AFRONUVO II is born of inspiration from Isaac Opoku’s Afrikan Alphabets & Symbols, Afronuvo exhibition. Here in Samuel Otteng’s work, screen-printing, batik, painting, hand embellishments and other technics have been applied. In terms of design style, Otteng’s influences are eclectic, however are underpinned by local culture and history - adapted to include strong urban and street style flavours.
Studio Badge designs and makes furniture, lighting, and lifestyle objects with a strong focus on materiality and the expression of a clean, well-balanced aesthetic. Our work is driven by a foundation in architecture, and as a result, we are deeply interested in expressing form, texture and spatial qualities in design.
Tekura is a family owned furniture and décor company. Their works have included collaborations with the likes of Cheik Diallo from Mali. Through their innovative and conceptual designs, Tekura’s ambitions include revolutionising design in Ghana and changing the perception that Africa and things from Africa are of poor quality.
Yemi Awosile’s work is informed by cultural insights expressed primarily through textiles and printed matter. The broader scope of her practice bridges design and visual arts through social interventions. Recent collaborations include: Tent Rotterdam, Tate Gallery, Design Museum, ICA, Crafts Council and the British Council.

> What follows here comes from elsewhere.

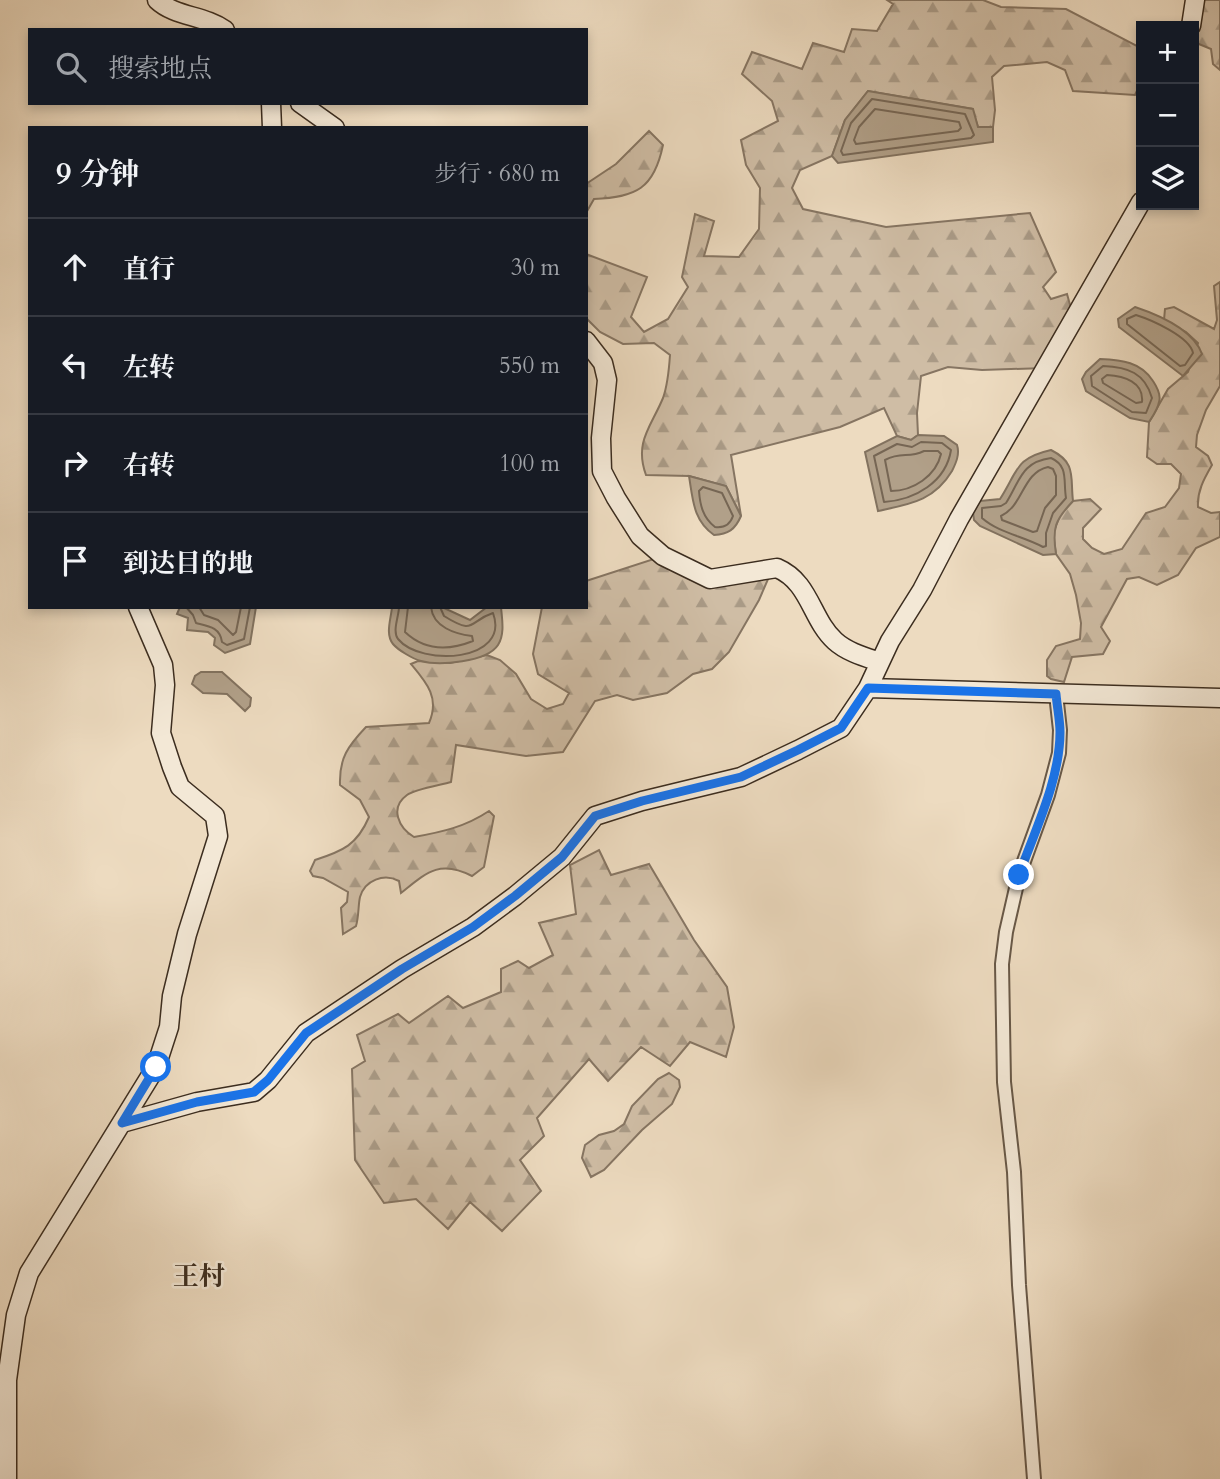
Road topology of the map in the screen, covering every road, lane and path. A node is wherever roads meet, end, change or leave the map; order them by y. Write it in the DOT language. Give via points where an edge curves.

The Nubuke Foundation Centre for Clay and Textiles
The Nubuke Foundation Centre for Clay and Textiles is a new 10 acre artisanal and craftsmanship training centre situated at Wa in the Upper West Region of Ghana, devoted to textile and clay based community and social training and developing skills in textile weaving and clay works.
Since 2011 the foundation has provided continuous support and worked with the Methodist School of the Blind and the School of Deaf to introduce new design ideas, yarn dyeing and economic generating skills.